> _RECORDS FOR THIS EXERCISE_
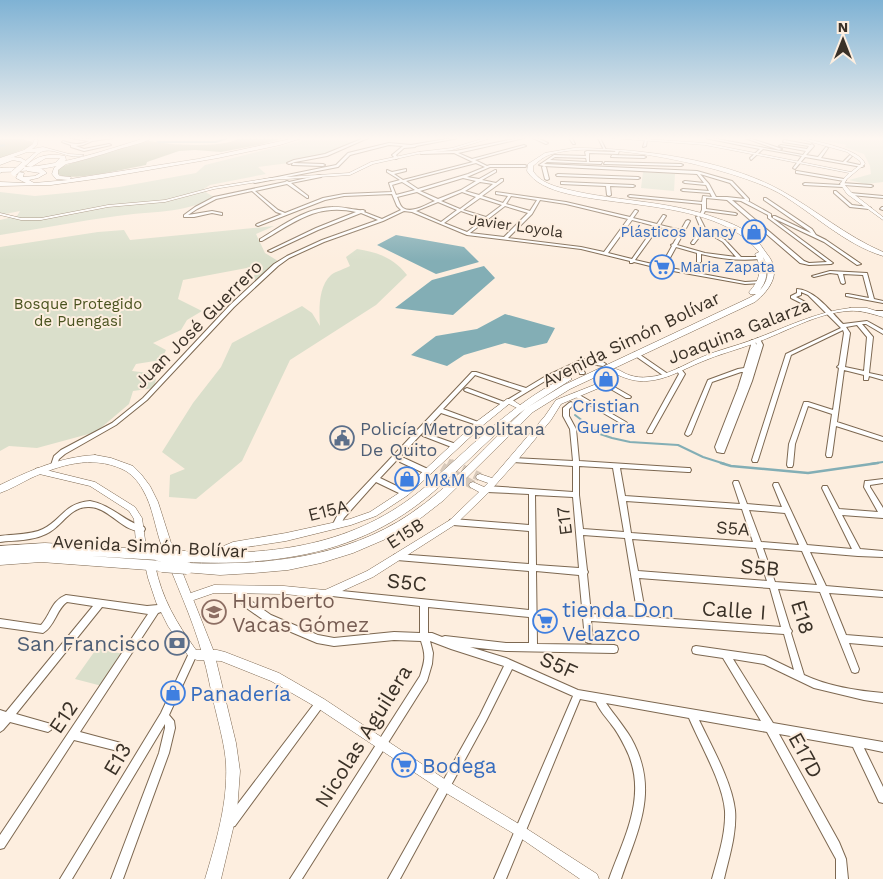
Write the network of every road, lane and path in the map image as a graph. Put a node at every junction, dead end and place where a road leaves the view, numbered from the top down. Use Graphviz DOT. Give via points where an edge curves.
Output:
graph roads {
  1 [pos="12,179"];
  2 [pos="29,179"];
  3 [pos="62,179"];
  4 [pos="72,179"];
  5 [pos="87,179"];
  6 [pos="270,179"];
  7 [pos="270,179"];
  8 [pos="303,179"];
  9 [pos="407,179"];
  10 [pos="453,179"];
  11 [pos="471,179"];
  12 [pos="485,179"];
  13 [pos="530,179"];
  14 [pos="538,179"];
  15 [pos="637,179"];
  16 [pos="702,179"];
  17 [pos="719,179"];
  18 [pos="750,179"];
  19 [pos="760,179"];
  20 [pos="829,179"];
  21 [pos="847,179"];
  22 [pos="67,180"];
  23 [pos="403,180"];
  24 [pos="502,180"];
  25 [pos="482,181"];
  26 [pos="255,182"];
  27 [pos="287,182"];
  28 [pos="684,182"];
  29 [pos="562,183"];
  30 [pos="843,183"];
  31 [pos="0,184"];
  32 [pos="435,184"];
  33 [pos="496,184"];
  34 [pos="588,184"];
  35 [pos="707,184"];
  36 [pos="805,184"];
  37 [pos="608,185"];
  38 [pos="29,186"];
  39 [pos="633,186"];
  40 [pos="871,186"];
  41 [pos="252,190"];
  42 [pos="417,190"];
  43 [pos="443,190"];
  44 [pos="683,190"];
  45 [pos="462,191"];
  46 [pos="590,191"];
  47 [pos="712,192"];
  48 [pos="497,193"];
  49 [pos="850,193"];
  50 [pos="394,195"];
  51 [pos="510,195"];
  52 [pos="609,195"];
  53 [pos="307,197"];
  54 [pos="479,197"];
  55 [pos="681,197"];
  56 [pos="714,197"];
  57 [pos="883,197"];
  58 [pos="629,198"];
  59 [pos="727,198"];
  60 [pos="539,199"];
  61 [pos="742,200"];
  62 [pos="765,200"];
  63 [pos="438,201"];
  64 [pos="504,205"];
  65 [pos="703,207"];
  66 [pos="869,208"];
  67 [pos="729,209"];
  68 [pos="402,210"];
  69 [pos="460,210"];
  70 [pos="362,211"];
  71 [pos="413,211"];
  72 [pos="636,211"];
  73 [pos="530,213"];
  74 [pos="0,214"];
  75 [pos="221,214"];
  76 [pos="284,214"];
  77 [pos="735,214"];
  78 [pos="664,216"];
  79 [pos="770,216"];
  80 [pos="488,219"];
  81 [pos="883,219"];
  82 [pos="382,220"];
  83 [pos="630,220"];
  84 [pos="688,221"];
  85 [pos="442,223"];
  86 [pos="258,225"];
  87 [pos="656,226"];
  88 [pos="703,229"];
  89 [pos="682,231"];
  90 [pos="466,234"];
  91 [pos="814,236"];
  92 [pos="505,239"];
  93 [pos="261,240"];
  94 [pos="693,243"];
  95 [pos="673,245"];
  96 [pos="883,250"];
  97 [pos="270,251"];
  98 [pos="699,253"];
  99 [pos="606,254"];
  100 [pos="883,254"];
  101 [pos="738,258"];
  102 [pos="761,260"];
  103 [pos="632,262"];
  104 [pos="699,262"];
  105 [pos="859,264"];
  106 [pos="662,268"];
  107 [pos="840,272"];
  108 [pos="814,276"];
  109 [pos="762,282"];
  110 [pos="744,283"];
  111 [pos="843,283"];
  112 [pos="756,290"];
  113 [pos="848,295"];
  114 [pos="872,300"];
  115 [pos="883,302"];
  116 [pos="805,304"];
  117 [pos="828,313"];
  118 [pos="881,313"];
  119 [pos="858,323"];
  120 [pos="843,327"];
  121 [pos="883,332"];
  122 [pos="755,341"];
  123 [pos="636,354"];
  124 [pos="609,367"];
  125 [pos="580,368"];
  126 [pos="840,368"];
  127 [pos="679,370"];
  128 [pos="746,370"];
  129 [pos="666,375"];
  130 [pos="867,377"];
  131 [pos="883,378"];
  132 [pos="604,383"];
  133 [pos="467,390"];
  134 [pos="525,390"];
  135 [pos="576,396"];
  136 [pos="628,397"];
  137 [pos="511,404"];
  138 [pos="571,404"];
  139 [pos="439,410"];
  140 [pos="835,413"];
  141 [pos="624,423"];
  142 [pos="834,423"];
  143 [pos="479,424"];
  144 [pos="650,432"];
  145 [pos="425,434"];
  146 [pos="688,434"];
  147 [pos="883,439"];
  148 [pos="454,446"];
  149 [pos="829,455"];
  150 [pos="402,460"];
  151 [pos="513,460"];
  152 [pos="755,460"];
  153 [pos="576,463"];
  154 [pos="54,465"];
  155 [pos="790,465"];
  156 [pos="616,466"];
  157 [pos="688,470"];
  158 [pos="38,471"];
  159 [pos="428,472"];
  160 [pos="480,478"];
  161 [pos="375,479"];
  162 [pos="883,481"];
  163 [pos="494,482"];
  164 [pos="736,483"];
  165 [pos="473,485"];
  166 [pos="776,485"];
  167 [pos="825,488"];
  168 [pos="0,489"];
  169 [pos="486,490"];
  170 [pos="405,492"];
  171 [pos="532,493"];
  172 [pos="576,495"];
  173 [pos="621,498"];
  174 [pos="746,507"];
  175 [pos="787,510"];
  176 [pos="838,512"];
  177 [pos="883,514"];
  178 [pos="453,522"];
  179 [pos="337,524"];
  180 [pos="532,528"];
  181 [pos="141,529"];
  182 [pos="580,532"];
  183 [pos="628,535"];
  184 [pos="0,539"];
  185 [pos="759,544"];
  186 [pos="804,548"];
  187 [pos="0,551"];
  188 [pos="858,553"];
  189 [pos="142,554"];
  190 [pos="883,554"];
  191 [pos="206,558"];
  192 [pos="397,558"];
  193 [pos="0,560"];
  194 [pos="157,562"];
  195 [pos="186,562"];
  196 [pos="532,568"];
  197 [pos="584,572"];
  198 [pos="635,574"];
  199 [pos="773,586"];
  200 [pos="823,589"];
  201 [pos="238,590"];
  202 [pos="332,593"];
  203 [pos="883,594"];
  204 [pos="188,598"];
  205 [pos="424,603"];
  206 [pos="99,604"];
  207 [pos="159,609"];
  208 [pos="533,614"];
  209 [pos="587,617"];
  210 [pos="643,621"];
  211 [pos="0,624"];
  212 [pos="788,631"];
  213 [pos="424,636"];
  214 [pos="589,638"];
  215 [pos="843,638"];
  216 [pos="444,641"];
  217 [pos="883,642"];
  218 [pos="506,647"];
  219 [pos="533,647"];
  220 [pos="614,649"];
  221 [pos="696,650"];
  222 [pos="194,654"];
  223 [pos="208,654"];
  224 [pos="725,654"];
  225 [pos="507,662"];
  226 [pos="855,670"];
  227 [pos="801,678"];
  228 [pos="578,694"];
  229 [pos="883,698"];
  230 [pos="600,699"];
  231 [pos="320,703"];
  232 [pos="4,715"];
  233 [pos="692,715"];
  234 [pos="164,716"];
  235 [pos="48,726"];
  236 [pos="0,727"];
  237 [pos="771,729"];
  238 [pos="74,735"];
  239 [pos="382,743"];
  240 [pos="856,743"];
  241 [pos="118,746"];
  242 [pos="883,747"];
  243 [pos="446,786"];
  244 [pos="883,798"];
  245 [pos="227,828"];
  246 [pos="520,830"];
  247 [pos="0,844"];
  248 [pos="66,879"];
  249 [pos="117,879"];
  250 [pos="214,879"];
  251 [pos="296,879"];
  252 [pos="394,879"];
  253 [pos="500,879"];
  254 [pos="592,879"];
  255 [pos="615,879"];
  256 [pos="718,879"];
  257 [pos="842,879"];
  1 -- 38 [label="main road"];
  2 -- 22 [label="main road" via="30,182"];
  3 -- 22 [label="main road"];
  4 -- 22 [label="main road"];
  5 -- 38 [label="main road"];
  6 -- 26 [label="street"];
  7 -- 26 [label="street"];
  8 -- 27 [label="street"];
  9 -- 23 [label="street"];
  10 -- 32 [label="street"];
  11 -- 25 [label="street"];
  12 -- 25 [label="street"];
  13 -- 65 [label="main road, Avenida Simón Bolívar" via="558,192 654,207"];
  14 -- 58 [label="main road, Avenida Simón Bolívar" via="553,188 576,193"];
  15 -- 39 [label="street"];
  16 -- 35 [label="street"];
  17 -- 61 [label="street" via="732,183 748,200"];
  18 -- 100 [label="main road, Avenida Simón Bolívar" via="787,196 853,240"];
  19 -- 96 [label="main road" via="785,190 860,239"];
  20 -- 30 [label="street"];
  21 -- 30 [label="street"];
  23 -- 42 [label="street"];
  23 -- 50 [label="street" via="390,184"];
  24 -- 33 [label="street"];
  25 -- 33 [label="street"];
  25 -- 45 [label="street"];
  26 -- 74 [label="street" via="214,188 165,201 108,206 41,219"];
  27 -- 41 [label="street"];
  27 -- 53 [label="street"];
  28 -- 35 [label="street"];
  29 -- 34 [label="street"];
  30 -- 36 [label="street"];
  30 -- 40 [label="street"];
  30 -- 49 [label="street"];
  31 -- 38 [label="main road"];
  32 -- 42 [label="street"];
  32 -- 43 [label="street"];
  33 -- 54 [label="street"];
  34 -- 37 [label="street"];
  34 -- 46 [label="street"];
  35 -- 47 [label="street"];
  37 -- 39 [label="street"];
  37 -- 52 [label="street"];
  39 -- 58 [label="street"];
  41 -- 75 [label="street" via="213,199 185,216 211,211"];
  41 -- 76 [label="street"];
  42 -- 50 [label="street"];
  42 -- 63 [label="street"];
  44 -- 47 [label="street"];
  45 -- 54 [label="street"];
  45 -- 63 [label="street"];
  47 -- 56 [label="street"];
  48 -- 51 [label="street"];
  49 -- 57 [label="street"];
  49 -- 66 [label="street"];
  49 -- 66 [label="street" via="835,192 851,206"];
  50 -- 68 [label="street"];
  50 -- 76 [label="street" via="344,195"];
  51 -- 60 [label="street"];
  51 -- 64 [label="street"];
  54 -- 64 [label="street"];
  54 -- 69 [label="street"];
  55 -- 65 [label="street"];
  56 -- 59 [label="street"];
  56 -- 65 [label="street"];
  58 -- 65 [label="main road, Avenida Simón Bolívar"];
  58 -- 65 [label="street"];
  59 -- 61 [label="street"];
  59 -- 79 [label="street" via="805,264 831,263"];
  60 -- 73 [label="street"];
  60 -- 83 [label="street"];
  61 -- 79 [label="street"];
  62 -- 91 [label="street" via="811,230"];
  63 -- 69 [label="street"];
  63 -- 71 [label="street"];
  64 -- 73 [label="street"];
  64 -- 80 [label="street"];
  65 -- 67 [label="street"];
  65 -- 77 [label="street"];
  65 -- 88 [label="street"];
  65 -- 102 [label="main road, Avenida Simón Bolívar" via="752,247"];
  65 -- 123 [label="main road, Avenida Simón Bolívar" via="756,244 771,266 770,281 752,300"];
  66 -- 81 [label="street"];
  68 -- 71 [label="street, Javier Loyola"];
  68 -- 82 [label="street, Juan José Guerrero"];
  69 -- 80 [label="street"];
  69 -- 85 [label="street"];
  70 -- 82 [label="street"];
  70 -- 93 [label="street" via="345,207 318,210"];
  70 -- 97 [label="street"];
  71 -- 85 [label="street, Javier Loyola"];
  72 -- 83 [label="street"];
  73 -- 92 [label="street"];
  76 -- 86 [label="street"];
  78 -- 87 [label="street"];
  79 -- 91 [label="street"];
  80 -- 90 [label="street"];
  82 -- 154 [label="street, Juan José Guerrero" via="323,241 276,265 232,306 145,399 114,424 63,452"];
  83 -- 87 [label="street"];
  83 -- 99 [label="street"];
  84 -- 89 [label="street"];
  85 -- 90 [label="street, Javier Loyola"];
  87 -- 89 [label="street"];
  87 -- 103 [label="street"];
  88 -- 94 [label="street"];
  88 -- 101 [label="street" via="724,241"];
  89 -- 95 [label="street"];
  90 -- 92 [label="street, Javier Loyola"];
  91 -- 105 [label="street"];
  92 -- 99 [label="street, Javier Loyola" via="552,243"];
  95 -- 98 [label="street"];
  95 -- 106 [label="street"];
  98 -- 101 [label="street"];
  98 -- 104 [label="street"];
  99 -- 103 [label="street, Javier Loyola"];
  101 -- 102 [label="street"];
  102 -- 109 [label="main road" via="764,269"];
  103 -- 106 [label="street, Javier Loyola"];
  106 -- 110 [label="street, Javier Loyola"];
  107 -- 108 [label="street"];
  107 -- 111 [label="street"];
  107 -- 114 [label="street" via="867,275"];
  109 -- 110 [label="street, Javier Loyola"];
  109 -- 112 [label="main road, Avenida Simón Bolívar"];
  110 -- 112 [label="street, Javier Loyola"];
  112 -- 124 [label="main road, Avenida Simón Bolívar"];
  113 -- 114 [label="street"];
  114 -- 115 [label="street"];
  116 -- 117 [label="street" via="793,297 799,294 799,290 810,294"];
  117 -- 118 [label="street, Joaquina Galarza" via="854,309"];
  117 -- 120 [label="street"];
  117 -- 122 [label="street, Joaquina Galarza"];
  119 -- 120 [label="street"];
  119 -- 121 [label="street" via="868,322"];
  119 -- 130 [label="street" via="870,337"];
  120 -- 126 [label="street" via="846,333"];
  120 -- 152 [label="street" via="790,353"];
  122 -- 127 [label="street, Joaquina Galarza" via="705,357"];
  122 -- 128 [label="street"];
  122 -- 128 [label="street" via="760,345 749,381 720,451 718,447"];
  123 -- 124 [label="main road, Avenida Simón Bolívar"];
  123 -- 129 [label="street"];
  124 -- 125 [label="main road, Avenida Simón Bolívar"];
  124 -- 129 [label="street, Joaquina Galarza" via="644,381"];
  124 -- 132 [label="street"];
  124 -- 195 [label="main road, Avenida Simón Bolívar" via="559,391 530,410 439,498 381,536 303,562 272,568 220,570"];
  125 -- 134 [label="street"];
  125 -- 137 [label="main road, Avenida Simón Bolívar" via="553,386"];
  126 -- 130 [label="street"];
  126 -- 140 [label="street"];
  127 -- 129 [label="street, Joaquina Galarza"];
  127 -- 144 [label="street" via="682,374"];
  128 -- 146 [label="street" via="710,381"];
  130 -- 131 [label="street"];
  132 -- 135 [label="street"];
  132 -- 136 [label="street"];
  133 -- 137 [label="street"];
  134 -- 137 [label="street"];
  134 -- 139 [label="street" via="474,373"];
  135 -- 141 [label="street"];
  135 -- 151 [label="street" via="556,403 548,418"];
  137 -- 143 [label="street"];
  137 -- 191 [label="main road, Avenida Simón Bolívar" via="425,493 394,515 355,536 271,556 231,560"];
  138 -- 153 [label="street, E17" via="565,412 573,429"];
  139 -- 143 [label="street"];
  139 -- 161 [label="street"];
  140 -- 142 [label="street"];
  140 -- 155 [label="street" via="806,403 792,444"];
  142 -- 147 [label="street"];
  142 -- 149 [label="street"];
  143 -- 148 [label="street"];
  145 -- 148 [label="street"];
  148 -- 159 [label="street, E15A" via="442,463"];
  150 -- 159 [label="street"];
  151 -- 153 [label="street"];
  151 -- 163 [label="street"];
  153 -- 156 [label="street"];
  153 -- 172 [label="street, E17"];
  154 -- 158 [label="main road"];
  154 -- 204 [label="main road" via="99,460 118,463 135,473 153,500"];
  156 -- 157 [label="street"];
  156 -- 173 [label="street"];
  158 -- 168 [label="main road"];
  158 -- 181 [label="street" via="80,480 107,492 132,509"];
  159 -- 170 [label="street, E15A"];
  160 -- 163 [label="street"];
  161 -- 170 [label="street"];
  161 -- 179 [label="street"];
  162 -- 177 [label="street" via="867,482 866,486"];
  163 -- 169 [label="street"];
  164 -- 174 [label="street, E18"];
  165 -- 169 [label="street"];
  166 -- 175 [label="street"];
  167 -- 176 [label="street"];
  169 -- 171 [label="street"];
  169 -- 178 [label="street, E15B"];
  170 -- 179 [label="street, E15A" via="373,514"];
  171 -- 172 [label="street"];
  171 -- 180 [label="street"];
  172 -- 182 [label="street, E17"];
  173 -- 174 [label="street"];
  173 -- 183 [label="street"];
  174 -- 175 [label="street"];
  174 -- 185 [label="street, E18"];
  175 -- 186 [label="street"];
  176 -- 177 [label="street"];
  176 -- 188 [label="street"];
  178 -- 180 [label="street"];
  178 -- 192 [label="street, E15B"];
  179 -- 191 [label="street, E15A" via="234,546"];
  180 -- 196 [label="street"];
  181 -- 184 [label="street" via="106,508 90,504 74,508 44,533"];
  181 -- 189 [label="street"];
  182 -- 183 [label="street, S5A"];
  182 -- 197 [label="street, E17"];
  183 -- 185 [label="street, S5A"];
  183 -- 198 [label="street"];
  185 -- 186 [label="street, S5A"];
  185 -- 199 [label="street, E18"];
  186 -- 188 [label="street, S5A"];
  186 -- 200 [label="street"];
  187 -- 189 [label="main road, Avenida Simón Bolívar" via="45,548"];
  188 -- 190 [label="street, S5A"];
  189 -- 194 [label="main road, Avenida Simón Bolívar"];
  191 -- 195 [label="main road, Avenida Simón Bolívar"];
  192 -- 196 [label="street"];
  192 -- 202 [label="street, E15B"];
  193 -- 194 [label="main road, Avenida Simón Bolívar" via="41,558"];
  194 -- 195 [label="main road, Avenida Simón Bolívar, bridge"];
  194 -- 207 [label="street"];
  196 -- 197 [label="street"];
  196 -- 208 [label="street"];
  197 -- 209 [label="street, E17"];
  198 -- 199 [label="street, S5B"];
  198 -- 210 [label="street"];
  199 -- 200 [label="street, S5B"];
  199 -- 212 [label="street, E18"];
  200 -- 203 [label="street, S5B"];
  200 -- 215 [label="street"];
  201 -- 202 [label="street, S5C"];
  201 -- 204 [label="street, S5C" via="211,589"];
  201 -- 213 [label="street, S5F" via="248,604 268,618 317,639 348,642"];
  202 -- 205 [label="street, S5C"];
  204 -- 223 [label="main road"];
  205 -- 208 [label="street, S5C"];
  205 -- 213 [label="street, Nicolas Aguilera"];
  206 -- 207 [label="street"];
  206 -- 211 [label="street" via="68,598 63,600 41,629"];
  206 -- 232 [label="street"];
  207 -- 222 [label="street"];
  207 -- 238 [label="street, E12"];
  208 -- 219 [label="street"];
  209 -- 210 [label="street, Calle I"];
  209 -- 214 [label="street, E17"];
  210 -- 212 [label="street, Calle I"];
  212 -- 227 [label="street, E18"];
  213 -- 216 [label="street, S5F"];
  213 -- 239 [label="street, Nicolas Aguilera" via="429,653 424,678"];
  215 -- 217 [label="street"];
  215 -- 226 [label="street"];
  216 -- 218 [label="street"];
  216 -- 225 [label="street, S5F"];
  218 -- 219 [label="street"];
  218 -- 225 [label="street"];
  219 -- 220 [label="street"];
  221 -- 224 [label="street"];
  222 -- 223 [label="street"];
  222 -- 234 [label="street, E13"];
  223 -- 231 [label="street" via="224,656 275,677"];
  223 -- 245 [label="main road" via="233,770"];
  224 -- 227 [label="street" via="765,660"];
  224 -- 237 [label="street, E17D"];
  225 -- 228 [label="street, S5F"];
  225 -- 243 [label="street"];
  227 -- 229 [label="street" via="822,686"];
  228 -- 230 [label="street, S5F"];
  228 -- 246 [label="street"];
  230 -- 233 [label="street, S5F"];
  230 -- 255 [label="street" via="630,746 642,792 640,808"];
  231 -- 239 [label="street"];
  231 -- 245 [label="street"];
  232 -- 235 [label="street"];
  232 -- 236 [label="street"];
  233 -- 237 [label="street, S5F"];
  233 -- 256 [label="street" via="726,793 730,810"];
  234 -- 248 [label="street, E13"];
  234 -- 249 [label="street" via="170,728 164,752"];
  237 -- 240 [label="street, S5F"];
  237 -- 257 [label="street, E17D" via="835,846 841,859"];
  238 -- 241 [label="street"];
  238 -- 247 [label="street, E12"];
  239 -- 243 [label="street"];
  239 -- 251 [label="street, Nicolas Aguilera"];
  240 -- 242 [label="street, S5F"];
  240 -- 244 [label="street"];
  243 -- 246 [label="street"];
  243 -- 252 [label="street"];
  245 -- 250 [label="main road"];
  246 -- 253 [label="street"];
  246 -- 254 [label="street"];
}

> _ABOUT THIS TASK_
Only lines with the word "Juan" count here; copy every one from the records.

> _SOLUTION BELOW_
  68 -- 82 [label="street, Juan José Guerrero"];
  82 -- 154 [label="street, Juan José Guerrero" via="323,241 276,265 232,306 145,399 114,424 63,452"];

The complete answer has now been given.